外食チェーン店 1000円出すなら、牛丼チェーンや定食屋で温かい食事を楽しみたいという消費者も増えています。栄養バランスも考慮しやすいというメリットがあります。
自炊の見直し 週末にまとめて作り置きをする、簡単なレシピで朝弁当を作るなど、自炊回帰の動きも見られます。
コンビニは生き残れるのか?今後の展開
では、コンビニは今後どうなるのでしょうか。業界各社も対策を打ち出しています。
セブンイレブンは一部で比較的安価な「うれしい値」シリーズを展開し、価格面での魅力を訴求しようとしています。ファミリーマートは次回使える割引クーポンを配布するなど、リピーターの維持に努めています。

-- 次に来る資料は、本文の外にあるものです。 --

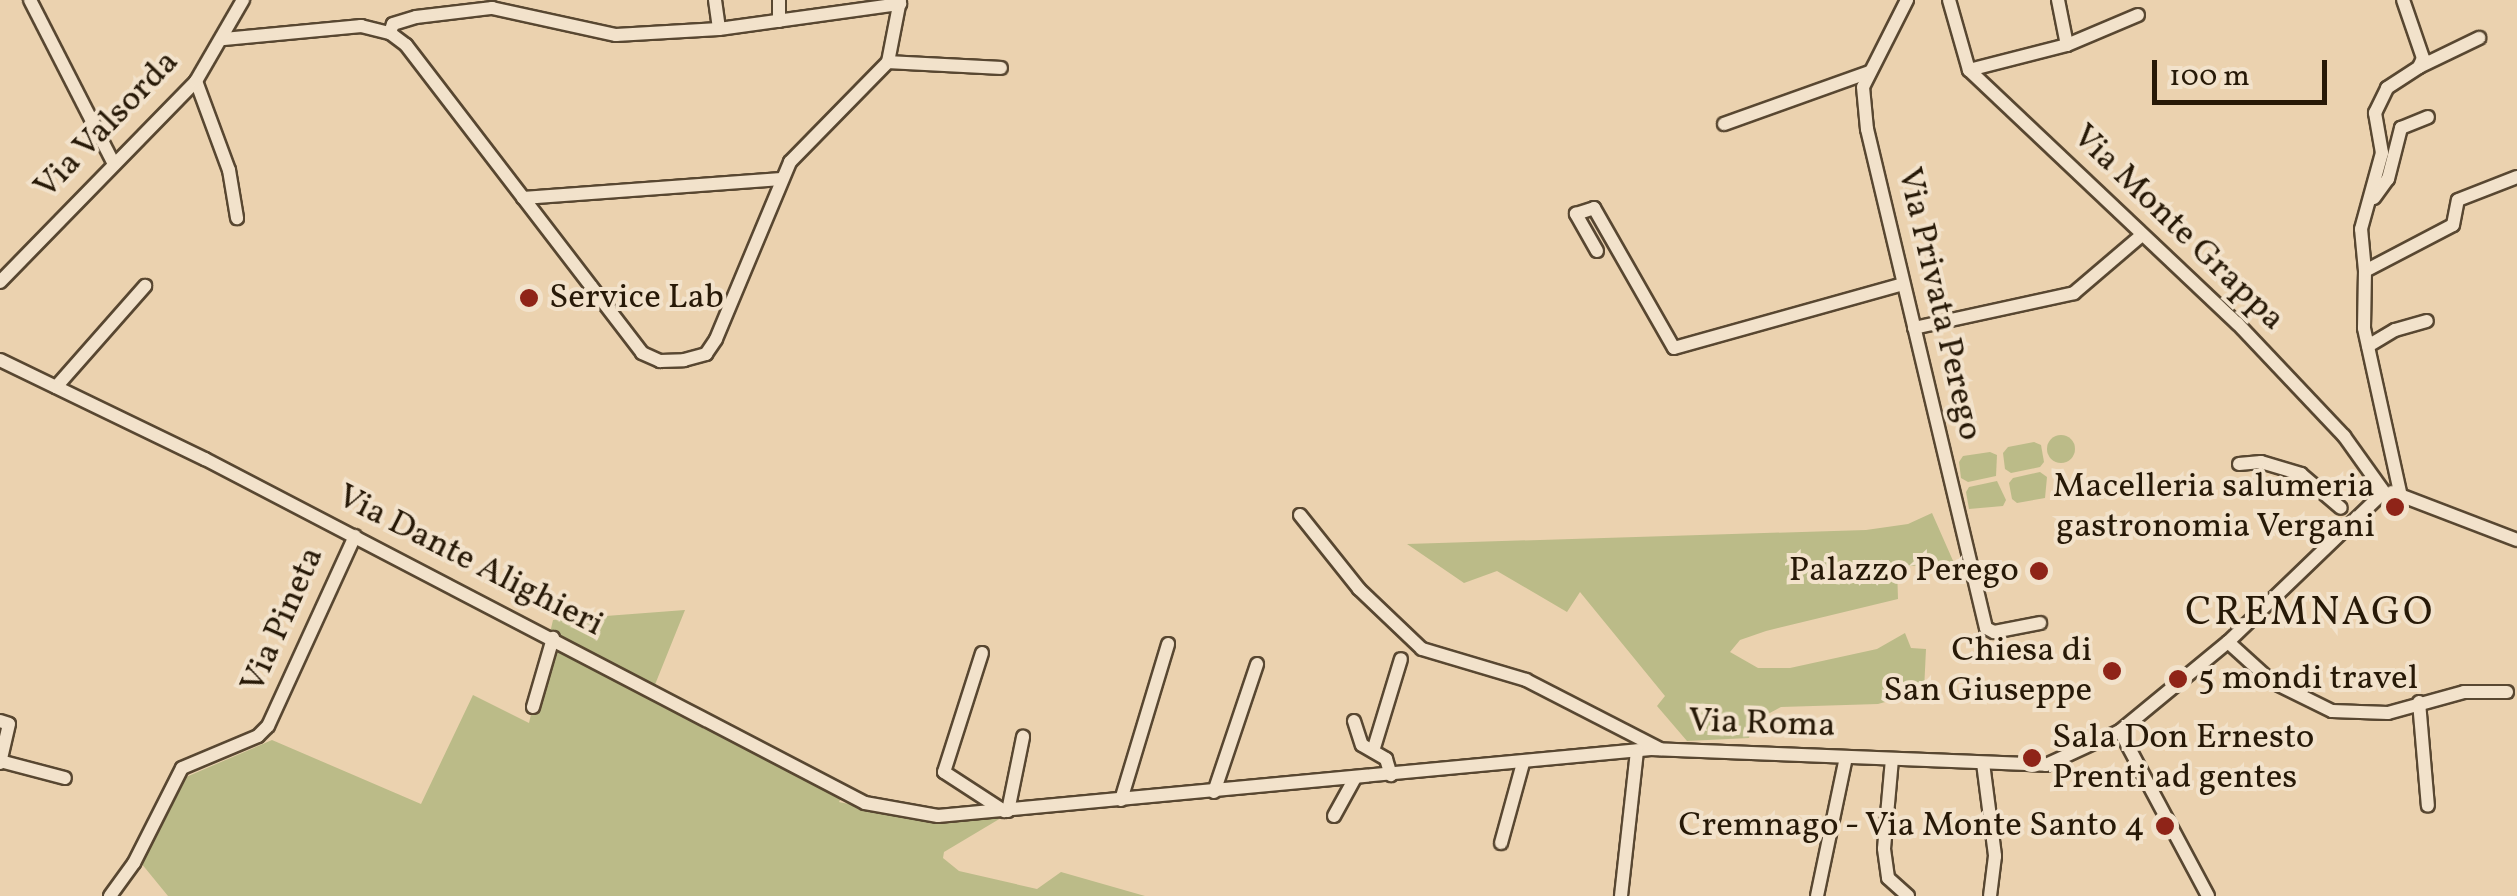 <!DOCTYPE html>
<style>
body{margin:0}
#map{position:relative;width:2517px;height:896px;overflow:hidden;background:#ebd2af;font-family:Vollkorn,serif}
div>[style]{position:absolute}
.green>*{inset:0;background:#bb8}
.round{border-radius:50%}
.roads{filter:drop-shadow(2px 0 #584731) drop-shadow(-2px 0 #584731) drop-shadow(0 2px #584731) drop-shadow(0 -2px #584731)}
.minor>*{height:12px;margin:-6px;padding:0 6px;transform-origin:6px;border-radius:6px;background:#f2e2cb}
.dots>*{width:28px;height:28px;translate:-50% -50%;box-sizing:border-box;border:5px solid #f2e2cb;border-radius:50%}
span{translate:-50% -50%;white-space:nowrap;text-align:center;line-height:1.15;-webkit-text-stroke:8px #f2e2cb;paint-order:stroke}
.street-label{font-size:35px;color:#271907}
.poi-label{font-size:35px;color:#271907}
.left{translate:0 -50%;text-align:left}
.right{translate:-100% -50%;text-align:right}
.quarter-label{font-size:40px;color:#271907;letter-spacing:2.5px}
.scale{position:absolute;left:2152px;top:60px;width:175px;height:45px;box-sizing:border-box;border:5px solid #271907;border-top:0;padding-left:12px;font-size:30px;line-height:35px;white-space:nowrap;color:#271907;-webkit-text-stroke:8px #f2e2cb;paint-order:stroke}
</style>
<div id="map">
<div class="green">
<div class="round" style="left:2047px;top:435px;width:28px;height:28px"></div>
<div style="clip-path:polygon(2034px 442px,2041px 445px,2044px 462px,2040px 467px,2011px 473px,2005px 469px,2003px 453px,2008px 447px)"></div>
<div style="clip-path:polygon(1990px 452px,1997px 455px,1996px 476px,1968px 482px,1961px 478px,1959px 462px,1963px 456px)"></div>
<div style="clip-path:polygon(2040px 472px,2047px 477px,2045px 498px,2017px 503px,2012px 499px,2009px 483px,2013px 478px)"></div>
<div style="clip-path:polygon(1997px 481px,2006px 500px,2003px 506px,1969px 509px,1966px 492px,1969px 487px)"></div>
<div style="clip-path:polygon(1932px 513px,1954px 563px,1897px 567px,1898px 599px,1766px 631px,1740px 640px,1730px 652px,1758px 668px,1790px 668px,1877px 649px,1905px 633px,1911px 648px,1926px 649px,1924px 691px,1878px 704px,1781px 707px,1753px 722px,1749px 738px,1687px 741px,1657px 706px,1665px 696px,1580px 592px,1567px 612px,1497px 571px,1464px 583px,1407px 544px,1866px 530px,1908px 524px)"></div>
<div style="clip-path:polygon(685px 610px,650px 697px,843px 794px,839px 802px,937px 822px,1001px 818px,944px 852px,943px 858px,959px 871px,1037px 889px,1061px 872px,1145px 896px,168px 896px,141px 863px,186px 777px,272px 740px,421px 804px,473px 695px,529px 723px,553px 620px)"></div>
</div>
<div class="roads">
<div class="minor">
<div style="left:30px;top:0;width:182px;rotate:62.9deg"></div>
<div style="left:715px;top:0;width:29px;rotate:82deg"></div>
<div style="left:1907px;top:0;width:97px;rotate:116.8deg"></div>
<div style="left:1863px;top:87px;width:42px;rotate:84.6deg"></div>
<div style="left:1867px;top:129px;width:513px;rotate:76.59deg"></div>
<div style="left:1986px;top:628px;width:9px;rotate:27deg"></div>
<div style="left:1994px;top:632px;width:47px;rotate:-11.1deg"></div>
<div style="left:1949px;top:0;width:73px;rotate:74.1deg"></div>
<div style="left:1969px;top:70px;width:369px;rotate:43.4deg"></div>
<div style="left:2237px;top:323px;width:156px;rotate:46.6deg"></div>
<div style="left:2344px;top:436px;width:69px;rotate:54.5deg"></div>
<div style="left:779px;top:21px;width:21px;rotate:-90deg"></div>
<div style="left:390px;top:33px;width:20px;rotate:37deg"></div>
<div style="left:406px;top:45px;width:388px;rotate:52.5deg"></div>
<div style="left:642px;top:353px;width:20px;rotate:24deg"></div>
<div style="left:660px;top:361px;width:24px;rotate:-2deg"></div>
<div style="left:684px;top:360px;width:23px;rotate:-15deg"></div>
<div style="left:706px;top:354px;width:18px;rotate:-56deg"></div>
<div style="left:716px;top:339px;width:192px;rotate:-67.3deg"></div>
<div style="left:790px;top:162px;width:140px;rotate:-45.6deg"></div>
<div style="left:888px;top:62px;width:63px;rotate:-79deg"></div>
<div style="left:224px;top:39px;width:138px;rotate:-5.4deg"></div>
<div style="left:361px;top:26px;width:30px;rotate:14deg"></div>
<div style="left:390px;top:33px;width:9px;rotate:-72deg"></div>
<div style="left:393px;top:24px;width:24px;rotate:-17deg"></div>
<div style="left:416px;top:17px;width:77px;rotate:-6.8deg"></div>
<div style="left:492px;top:8px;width:127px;rotate:12.3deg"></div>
<div style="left:616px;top:35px;width:103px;rotate:-3.3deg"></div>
<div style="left:719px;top:29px;width:183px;rotate:-7.9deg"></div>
<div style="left:2067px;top:45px;width:77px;rotate:-22.9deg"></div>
<div style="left:888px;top:62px;width:113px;rotate:3deg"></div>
<div style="left:2419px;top:67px;width:67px;rotate:-25.8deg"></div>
<div style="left:1969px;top:70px;width:101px;rotate:-14.3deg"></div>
<div style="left:2067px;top:45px;width:46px;rotate:-101.3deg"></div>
<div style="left:196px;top:81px;width:95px;rotate:69.7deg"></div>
<div style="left:229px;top:170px;width:49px;rotate:80.5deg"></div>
<div style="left:1724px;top:124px;width:154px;rotate:-19.7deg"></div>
<div style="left:523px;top:198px;width:259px;rotate:-4.2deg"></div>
<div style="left:2374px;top:198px;width:24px;rotate:-54deg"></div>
<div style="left:2388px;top:179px;width:53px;rotate:-75.7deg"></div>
<div style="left:2401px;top:128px;width:29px;rotate:-22deg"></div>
<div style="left:1597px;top:251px;width:43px;rotate:-119.6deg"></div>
<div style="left:1576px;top:214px;width:19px;rotate:-18deg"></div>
<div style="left:1594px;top:208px;width:161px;rotate:60.3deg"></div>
<div style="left:1674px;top:348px;width:238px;rotate:-15.6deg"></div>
<div style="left:2365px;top:271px;width:42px;rotate:-95.4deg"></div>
<div style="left:2361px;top:229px;width:79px;rotate:-74.6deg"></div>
<div style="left:2382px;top:153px;width:41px;rotate:-99.9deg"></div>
<div style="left:2375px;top:113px;width:28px;rotate:-64deg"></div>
<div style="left:2387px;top:88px;width:38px;rotate:-33deg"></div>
<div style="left:2419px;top:67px;width:10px;rotate:-66deg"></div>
<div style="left:2423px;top:58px;width:61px;rotate:-109deg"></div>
<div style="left:0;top:282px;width:281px;rotate:-45.7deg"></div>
<div style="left:196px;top:81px;width:94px;rotate:-59.9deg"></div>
<div style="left:1914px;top:328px;width:164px;rotate:-12.3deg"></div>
<div style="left:2074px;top:293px;width:89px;rotate:-40.5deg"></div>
<div style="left:2368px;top:346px;width:31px;rotate:-31deg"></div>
<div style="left:2395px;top:330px;width:33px;rotate:-16deg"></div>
<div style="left:0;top:360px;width:228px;rotate:25.8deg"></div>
<div style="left:205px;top:459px;width:744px;rotate:27.53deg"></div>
<div style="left:865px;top:803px;width:74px;rotate:10.1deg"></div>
<div style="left:938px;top:816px;width:716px;rotate:-5.37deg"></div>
<div style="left:1651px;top:749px;width:395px;rotate:2.3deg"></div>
<div style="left:2046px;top:765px;width:81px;rotate:-24.7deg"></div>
<div style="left:2120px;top:731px;width:140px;rotate:-39.5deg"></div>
<div style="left:2228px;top:642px;width:216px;rotate:-43.9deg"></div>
<div style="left:56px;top:387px;width:135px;rotate:-48.6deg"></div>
<div style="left:2239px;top:464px;width:22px;rotate:-5deg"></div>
<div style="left:2261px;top:462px;width:42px;rotate:16.7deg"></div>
<div style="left:2301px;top:474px;width:52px;rotate:40.4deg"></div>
<div style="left:2392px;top:492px;width:134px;rotate:21deg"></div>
<div style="left:2400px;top:492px;width:168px;rotate:-102.4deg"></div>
<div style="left:2364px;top:328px;width:57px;rotate:-89deg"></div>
<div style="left:2365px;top:271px;width:99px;rotate:-27.6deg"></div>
<div style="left:2453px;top:225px;width:25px;rotate:-79deg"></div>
<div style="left:2458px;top:200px;width:63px;rotate:-21.3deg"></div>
<div style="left:1300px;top:515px;width:95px;rotate:51.4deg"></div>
<div style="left:1359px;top:589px;width:87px;rotate:43.6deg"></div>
<div style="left:1422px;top:649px;width:109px;rotate:16.6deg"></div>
<div style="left:1526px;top:680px;width:151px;rotate:27.2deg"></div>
<div style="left:2228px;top:642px;width:58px;rotate:42.2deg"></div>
<div style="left:2271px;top:681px;width:68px;rotate:26.2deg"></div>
<div style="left:2332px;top:711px;width:56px;rotate:2deg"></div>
<div style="left:2388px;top:713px;width:79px;rotate:-15.4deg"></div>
<div style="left:2464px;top:692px;width:43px"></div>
<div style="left:982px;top:653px;width:125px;rotate:107.7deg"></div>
<div style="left:944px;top:772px;width:72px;rotate:33deg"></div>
<div style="left:2419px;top:702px;width:104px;rotate:85.1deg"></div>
<div style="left:533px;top:707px;width:72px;rotate:-73.8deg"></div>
<div style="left:0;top:721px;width:9px;rotate:18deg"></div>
<div style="left:9px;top:724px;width:40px;rotate:103deg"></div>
<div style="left:1354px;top:721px;width:25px;rotate:72deg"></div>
<div style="left:1362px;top:745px;width:28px;rotate:30deg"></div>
<div style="left:1386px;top:759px;width:17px;rotate:73deg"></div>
<div style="left:2120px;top:731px;width:187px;rotate:61.9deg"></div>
<div style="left:1373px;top:751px;width:96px;rotate:-73.1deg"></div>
<div style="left:1892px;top:759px;width:90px;rotate:95.1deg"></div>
<div style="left:1884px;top:849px;width:29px;rotate:82deg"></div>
<div style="left:1888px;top:878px;width:27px;rotate:42deg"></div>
<div style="left:0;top:761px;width:67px;rotate:14.7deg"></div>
<div style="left:1983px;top:763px;width:94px;rotate:82.6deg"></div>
<div style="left:1995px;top:856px;width:40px;rotate:97.1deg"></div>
<div style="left:1214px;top:792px;width:135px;rotate:-71.4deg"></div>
<div style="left:1121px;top:800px;width:163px;rotate:-73.2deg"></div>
<div style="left:1008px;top:811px;width:76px;rotate:-78.5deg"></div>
<div style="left:1334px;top:816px;width:43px;rotate:-61.1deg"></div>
<div style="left:1501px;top:843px;width:83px;rotate:-74.6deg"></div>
<div style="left:110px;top:896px;width:41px;rotate:-54deg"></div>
<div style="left:134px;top:863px;width:106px;rotate:-63.2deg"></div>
<div style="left:182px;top:768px;width:82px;rotate:-22.8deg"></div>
<div style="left:258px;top:736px;width:14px;rotate:-45deg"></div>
<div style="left:268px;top:726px;width:209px;rotate:-65.4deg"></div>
<div style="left:1621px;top:896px;width:146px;rotate:-83.7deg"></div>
<div style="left:1817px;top:896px;width:142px;rotate:-78.2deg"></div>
</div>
</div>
<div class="dots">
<div style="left:529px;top:298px;background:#8f2418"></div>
<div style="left:2395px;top:507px;background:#8f2418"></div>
<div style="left:2039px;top:571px;background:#8f2418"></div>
<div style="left:2112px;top:671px;background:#8f2418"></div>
<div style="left:2178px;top:679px;background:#8f2418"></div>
<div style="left:2032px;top:758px;background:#8f2418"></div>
<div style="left:2165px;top:826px;background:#8f2418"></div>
</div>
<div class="street-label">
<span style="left:107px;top:125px;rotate:-46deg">Via Valsorda</span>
<span style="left:2178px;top:228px;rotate:44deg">Via Monte Grappa</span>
<span style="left:1939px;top:304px;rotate:77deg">Via Privata Perego</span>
<span style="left:470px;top:561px;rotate:27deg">Via Dante Alighieri</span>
<span style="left:283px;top:620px;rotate:-66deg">Via Pineta</span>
<span style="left:1762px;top:724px;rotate:2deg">Via Roma</span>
</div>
<div class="poi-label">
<span class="left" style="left:549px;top:298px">Service Lab</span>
<span class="right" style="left:2375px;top:507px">Macelleria salumeria<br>gastronomia Vergani</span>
<span class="right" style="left:2019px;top:571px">Palazzo Perego</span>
<span class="right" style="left:2092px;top:671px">Chiesa di<br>San Giuseppe</span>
<span class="left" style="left:2198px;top:679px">5 mondi travel</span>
<span class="left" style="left:2052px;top:758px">Sala Don Ernesto<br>Prenti ad gentes</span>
<span class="right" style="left:2145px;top:826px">Cremnago - Via Monte Santo 4</span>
</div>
<div class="quarter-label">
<span style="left:2310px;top:614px">CREMNAGO</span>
</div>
<div class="scale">100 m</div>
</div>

しかし、値上げ後に販売数が下降傾向に転じたのは弁当と惣菜パンで、おにぎりは維持しているという傾向から、商品カテゴリーによって消費者の反応が異なることがわかります。
消費がネットへ移行する変化に対応し、最短20分で店から商品を届けるサービスを強化するなど、利便性を高めなければコンビニ離れはさらに進む可能性があります。
変わりゆくコンビニの立ち位置
おにぎりと弁当、お茶を買うだけで1000円近くなる時代。物価高騰によるコンビニ商品の値上げは、消費者の行動を確実に変えつつあります。
「便利さ」という価値だけでは、もはや消費者を引き留めることは難しくなりました。小型スーパーの台頭、外食チェーンの充実、自炊回帰の流れなど、コンビニの競合は確実に増えています。
コンビニ来店客の50歳以上が39%を占めるなど、顧客層の高齢化も進んでいます。若年層が離れ、高齢層が支える構造では、長期的な成長は望めません。
コンビニ業界が生き残るには、価格面での競争力強化、商品の差別化、デジタル化による新サービスの提供など、多角的なアプローチが必要です。かつての「社会インフラ」としての地位を維持できるか、業界の正念場が続きます。
消費者にとっては、選択肢が増えたとも言えます。自分のライフスタイルや予算に合わせて、賢く食事を選ぶ時代になったのです。コンビニはその選択肢の一つとして、どのような価値を提供していくのか。今後の動向に注目が集まっています。